An overview of related work in the domain of information retrieval is presented in Section 2. The details of estimating the embeddings are discussed in section 3. Section 4 elaborates experiments and results using the proposed embeddings for various tasks. Finally section 5 recapitulates the proposed approach with current applications and scope of future extensions.
2 Related Work
In past few years, word embeddings have found a major role for solving different tasks in multiple domains like Natural Language Processing and Machine Learning. Word embedding is basically a representation of a word in a vector space and there are different ways to learn this representation- to model semantic or syntagmatic relationships. Traditionally, techniques like Singular Value Decomposition (SVD) and Principal Component Analysis (PCA) were applied to generate dense word representations. With the advent of neural networks, it became possible to learn more enhanced word representations. Different variants of word embeddings such as word2vec [16], GloVe [20] have been proposed for learning dense distributed representation of words. These window based methods count the number of co-occurrences of terms in the training corpus and suggest how likely is a term to occur with other terms. Such methods have been highly effective in solving different problems such as Text Summarization, Sentiment Analysis, and Machine Translation. Later, the idea of neural word embeddings was extended to learn document-level embeddings [13] which opened further interesting use-cases. Information Retrieval is one such domain.
In 2015, a unified framework for monolingual and cross lingual information retrieval was formulated using word embeddings [28]. Dual Embedding Space model using word embeddings was proposed for the task of document ranking [17]. Also, there are methods for solving the problem of term weighting and query interpretation using distributed representation of words [31]. Word and document embeddings have also found their use in applications such as query expansion and estimation of accurate query language models in the task of retrieval [29]. In general, query expansion is based on pseudo relevance feedback [22] to enhance the performance of ad-hoc retrieval. Initial work in query expansion utilized word2vec (continuous bag-of-words) embedding approach [12].
Currently, researchers are experimenting to build robust word embeddings to analyze their usage in different problems of information retrieval.

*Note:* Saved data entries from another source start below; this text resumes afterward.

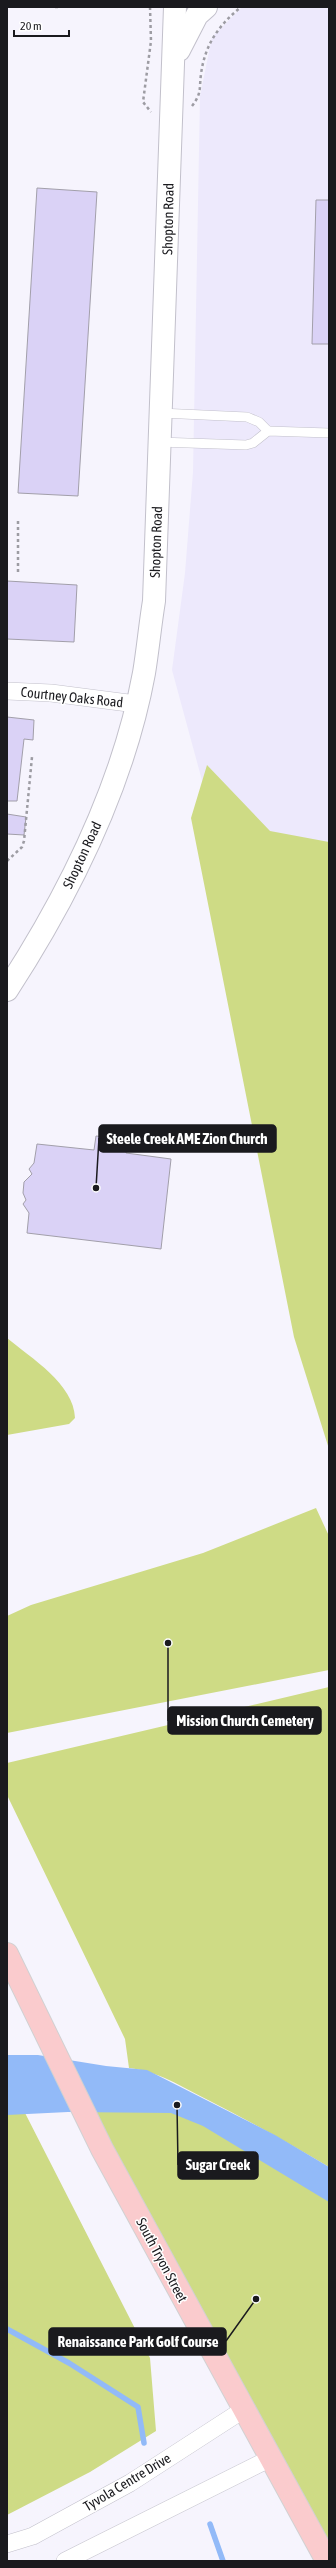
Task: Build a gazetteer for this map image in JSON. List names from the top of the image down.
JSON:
{
  "streets": {
    "main road": ["South Tryon Street"],
    "street": ["Shopton Road", "Courtney Oaks Road", "Tyvola Centre Drive"]
  },
  "crossings": [
    ["Shopton Road", "Courtney Oaks Road"],
    ["South Tryon Street", "Tyvola Centre Drive"]
  ],
  "places": [
    "Steele Creek AME Zion Church",
    "Mission Church Cemetery",
    "Sugar Creek",
    "Renaissance Park Golf Course"
  ],
  "scale_bar": "20 m"
}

The novelty of locally-trained word embeddings are nicely highlighted in [7]. They have shown that these locally trained word embeddings outperform the globally trained ones (like word2vec, GloVe, etc.) for retrieval tasks. It isn't necessary that what a word means globally also means the same in a local context. Building on the same line of work, relevance-based word embeddings [30] were explored to propose two new cost functions to learn word embedding specifically for retrieval tasks like query expansion and classification.

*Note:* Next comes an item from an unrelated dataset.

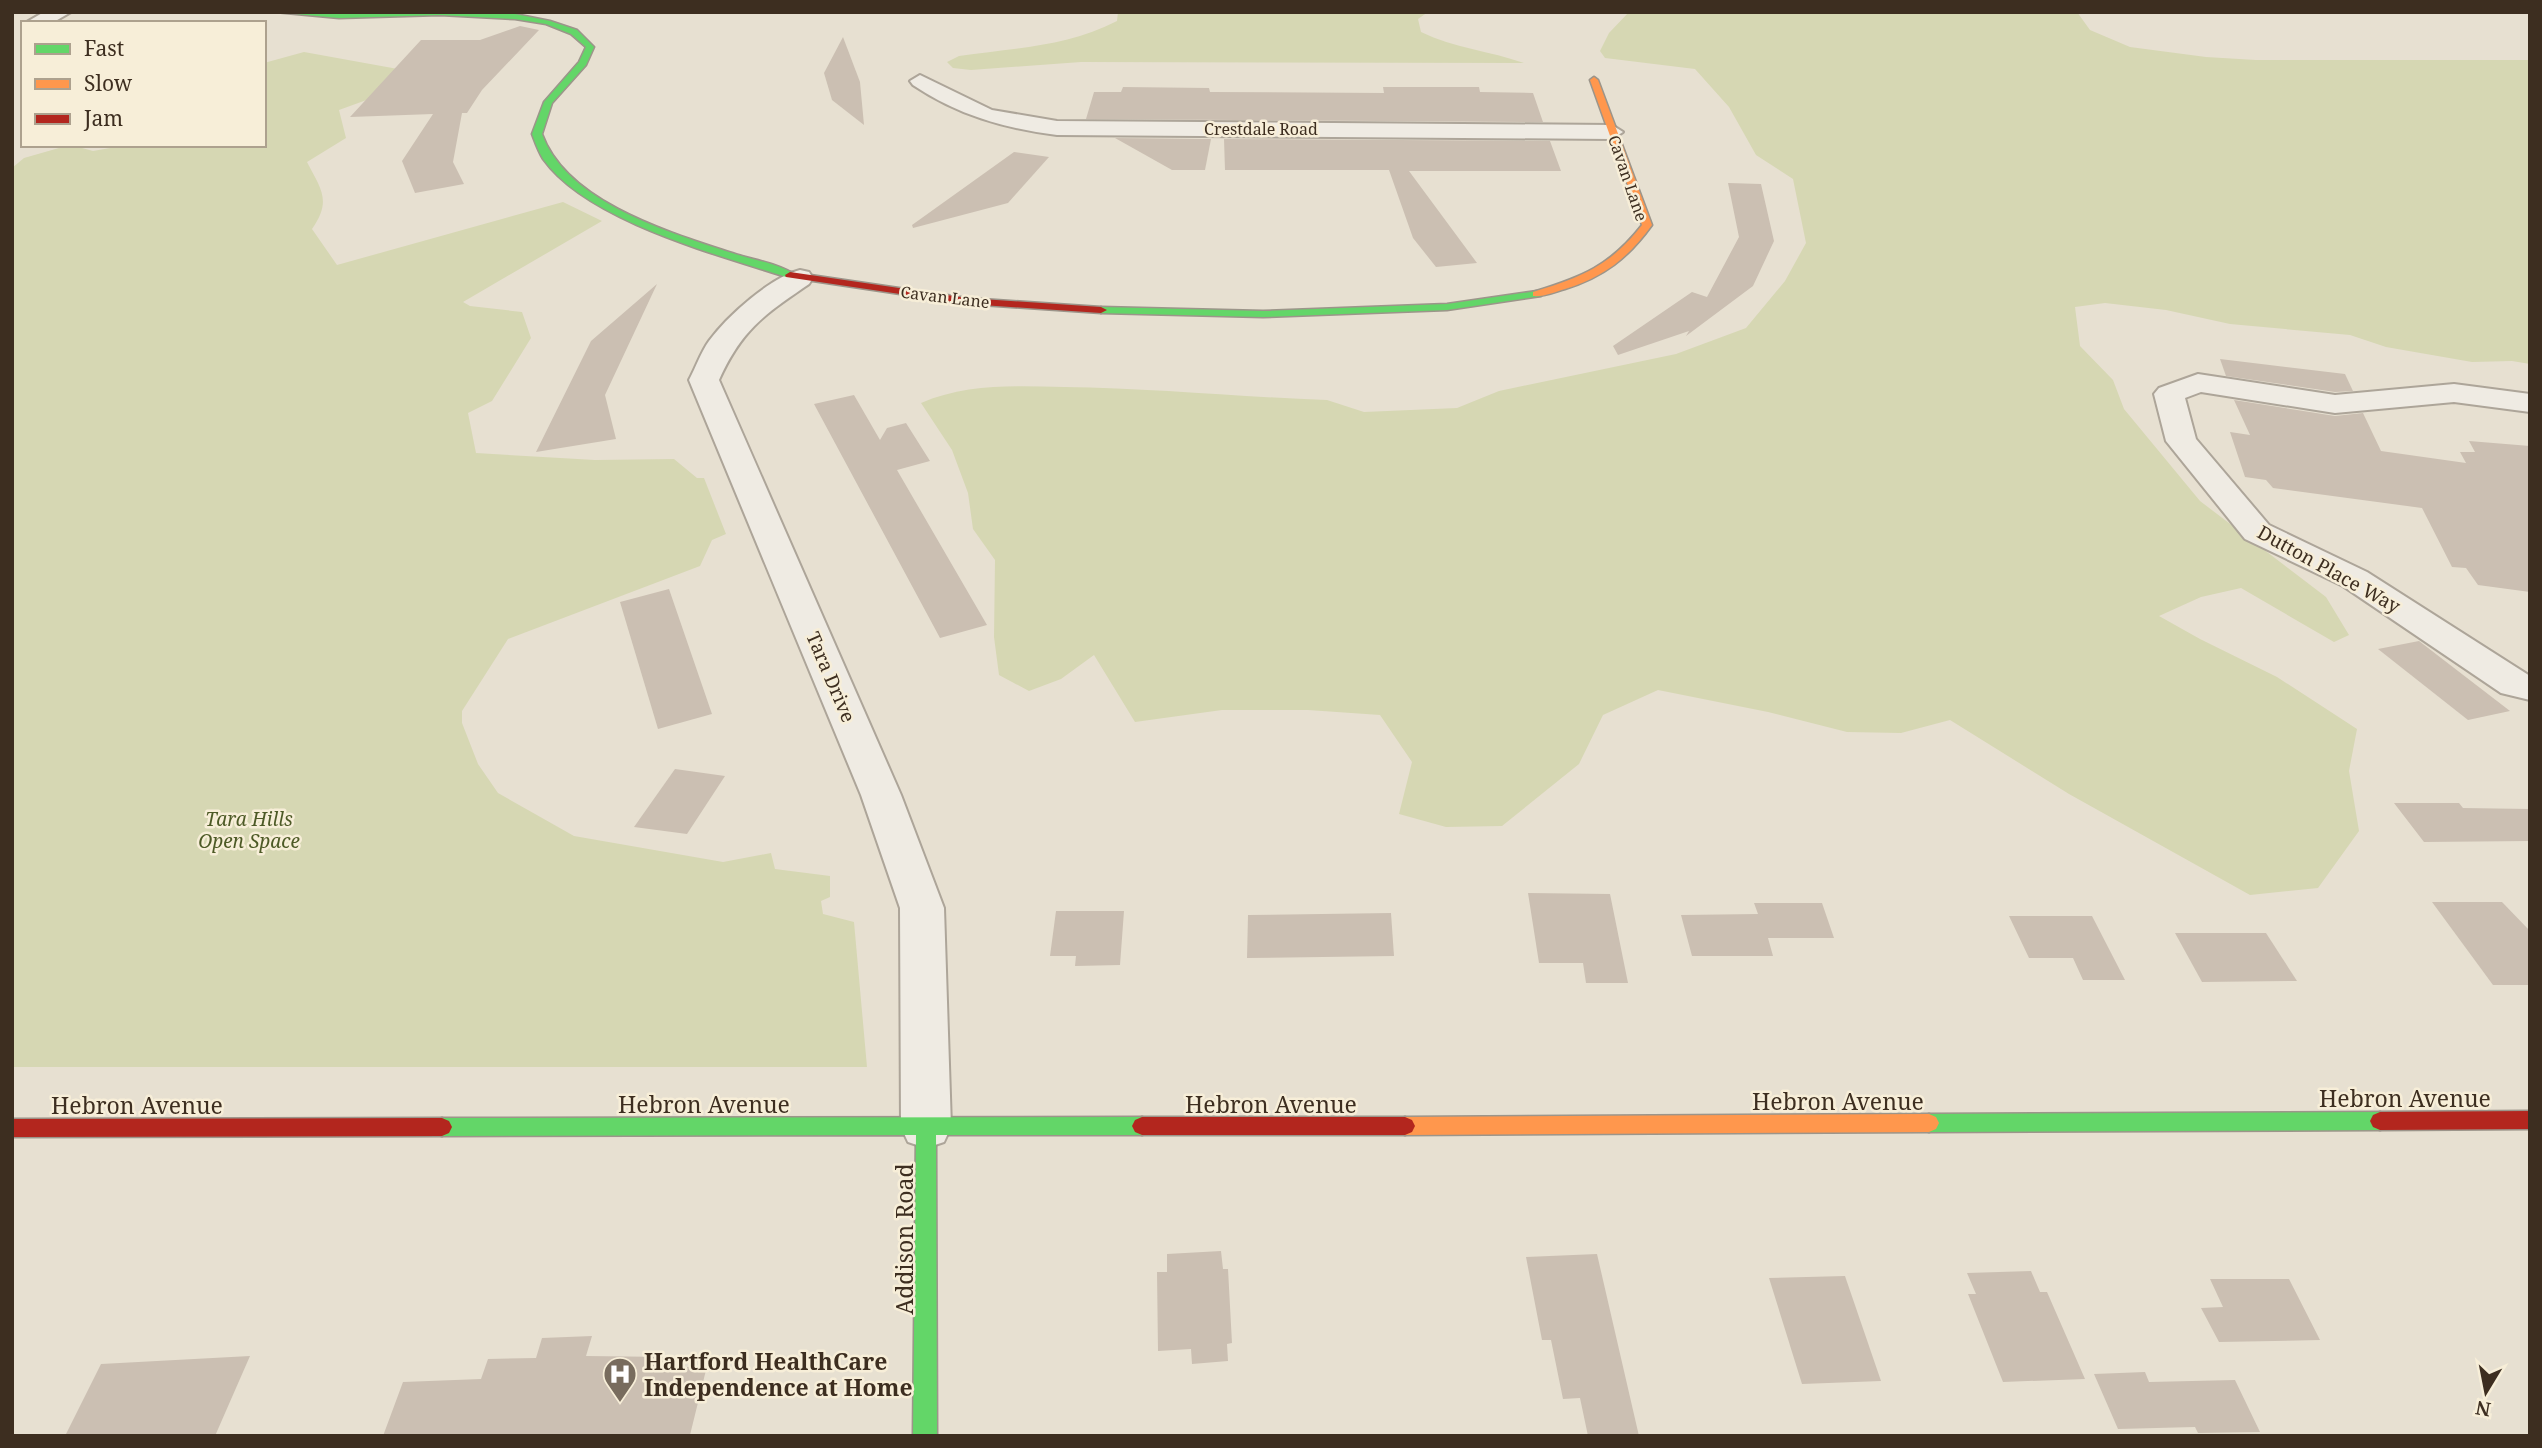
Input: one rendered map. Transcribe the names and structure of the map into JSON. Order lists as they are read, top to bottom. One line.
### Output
{"streets":{"street":["Crestdale Road","Cavan Lane","Dutton Place Way","Tara Drive","Hebron Avenue","Addison Road"]},"crossings":[["Crestdale Road","Cavan Lane"],["Cavan Lane","Tara Drive"],["Tara Drive","Hebron Avenue"],["Tara Drive","Addison Road"],["Hebron Avenue","Addison Road"]],"parks":["Tara Hills Open Space"],"places":{"hospital":["Hartford HealthCare Independence at Home"]},"legend":["Fast","Slow","Jam"],"north":"bottom"}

These days, mobile applications form a large chunk of data which is available for consumption. Some work has been done to mine user-reviews on mobile applications [27]. Mobile app retrieval has been experimented by few researchers to learn application representation using topic modeling [19] and intention in social media text [18]. Very recent work has been done to build a unified mobile search framework using neural approaches to learn high-dimensional representations for mobile apps [1]. Also, there are recent attempts made to use Learning-to-Rank algorithms for optimizing retrieval of mobile notifications triggered by installed apps [3]. However, application embeddings have been rarely utilized to perform query expansion, nearest neighbor analysis and other tasks related to mobile applications.

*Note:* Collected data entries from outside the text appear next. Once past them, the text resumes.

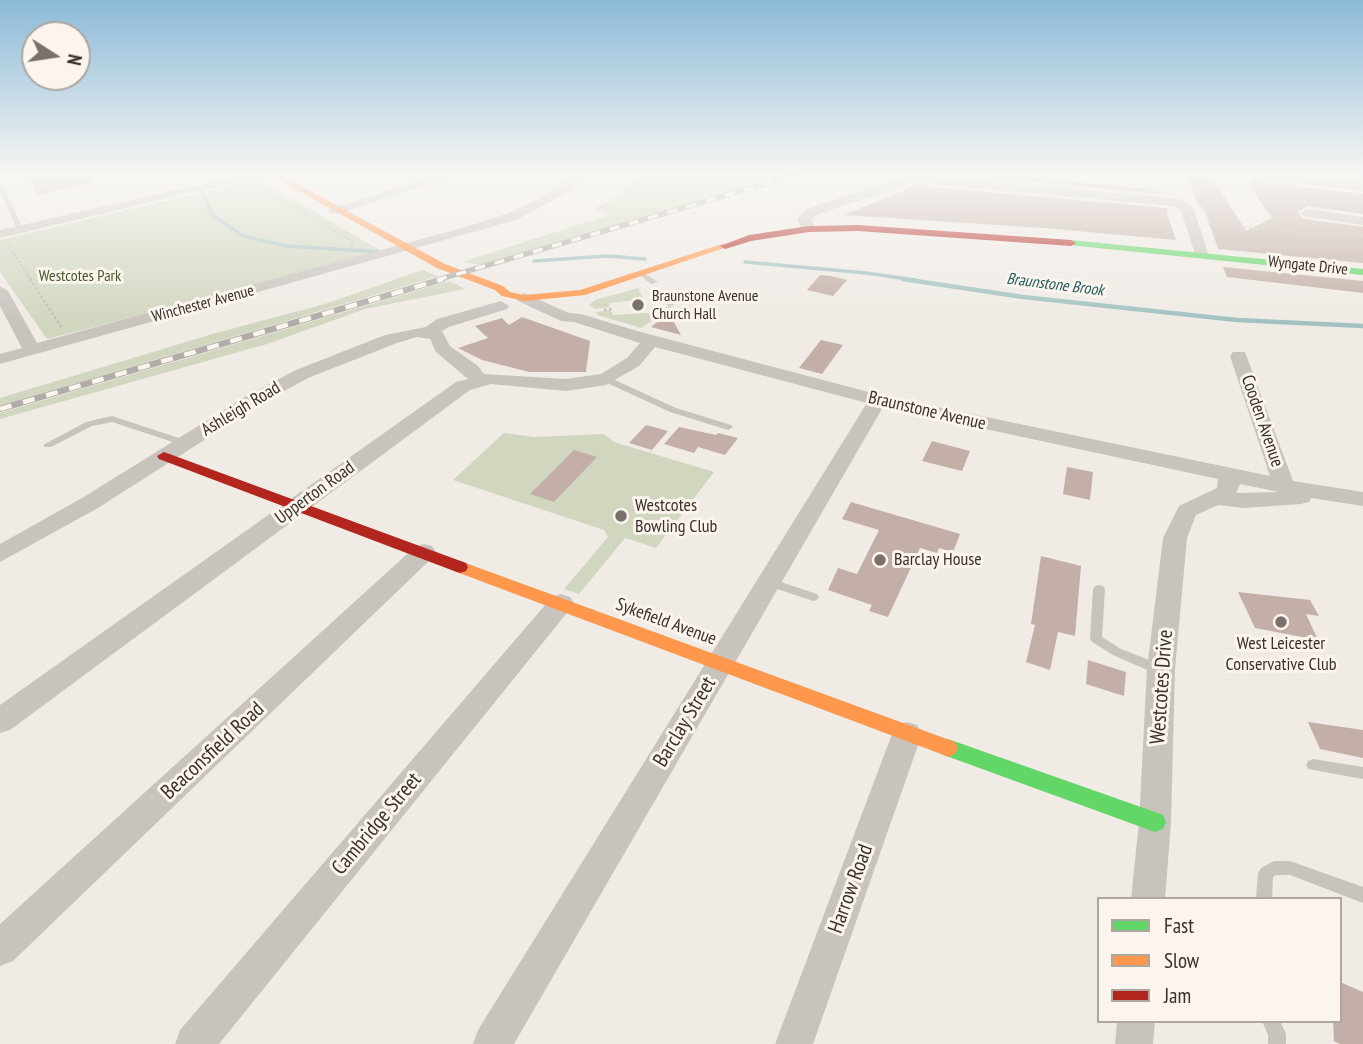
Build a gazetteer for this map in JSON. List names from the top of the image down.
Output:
{
  "streets": {
    "street": [
      "Wyngate Drive",
      "Winchester Avenue",
      "Ashleigh Road",
      "Braunstone Avenue",
      "Cooden Avenue",
      "Upperton Road",
      "Sykefield Avenue",
      "Westcotes Drive",
      "Barclay Street",
      "Beaconsfield Road",
      "Cambridge Street",
      "Harrow Road"
    ]
  },
  "crossings": [
    ["Wyngate Drive", "Braunstone Avenue"],
    ["Winchester Avenue", "Braunstone Avenue"],
    ["Ashleigh Road", "Braunstone Avenue"],
    ["Ashleigh Road", "Sykefield Avenue"],
    ["Braunstone Avenue", "Cooden Avenue"],
    ["Braunstone Avenue", "Upperton Road"],
    ["Braunstone Avenue", "Westcotes Drive"],
    ["Braunstone Avenue", "Barclay Street"],
    ["Cooden Avenue", "Westcotes Drive"],
    ["Upperton Road", "Sykefield Avenue"],
    ["Sykefield Avenue", "Westcotes Drive"],
    ["Sykefield Avenue", "Barclay Street"],
    ["Sykefield Avenue", "Beaconsfield Road"],
    ["Sykefield Avenue", "Cambridge Street"],
    ["Sykefield Avenue", "Harrow Road"]
  ],
  "water": ["Braunstone Brook"],
  "parks": ["Westcotes Park"],
  "places": [
    "Braunstone Avenue Church Hall",
    "Westcotes Bowling Club",
    "Barclay House",
    "West Leicester Conservative Club"
  ],
  "legend": ["Fast", "Slow", "Jam"],
  "north": "right"
}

This paper proposes a novel method to learn dense word embeddings from app descriptions. The learned word embeddings are then used to compute relevance-based application embeddings which are suitable for retrieval and categorization of Mobile Apps.
3 Proposed Method
The following section details the method to extract word embeddings from app descriptions. As discussed in section 2 embedding techniques like word2vec and Glove are not suitable for information retrieval tasks as they are based on co-occurrence and fail to capture the associated relevance. It is observed that task specific embeddings generally perform better. To improve performance in tasks related to retrieval, it is important to learn these representations which carries the notion of relevance. With this motivation, the following subsection 3.1 discusses the process of learning this representation (word embedding) for each unique word in the vocabulary.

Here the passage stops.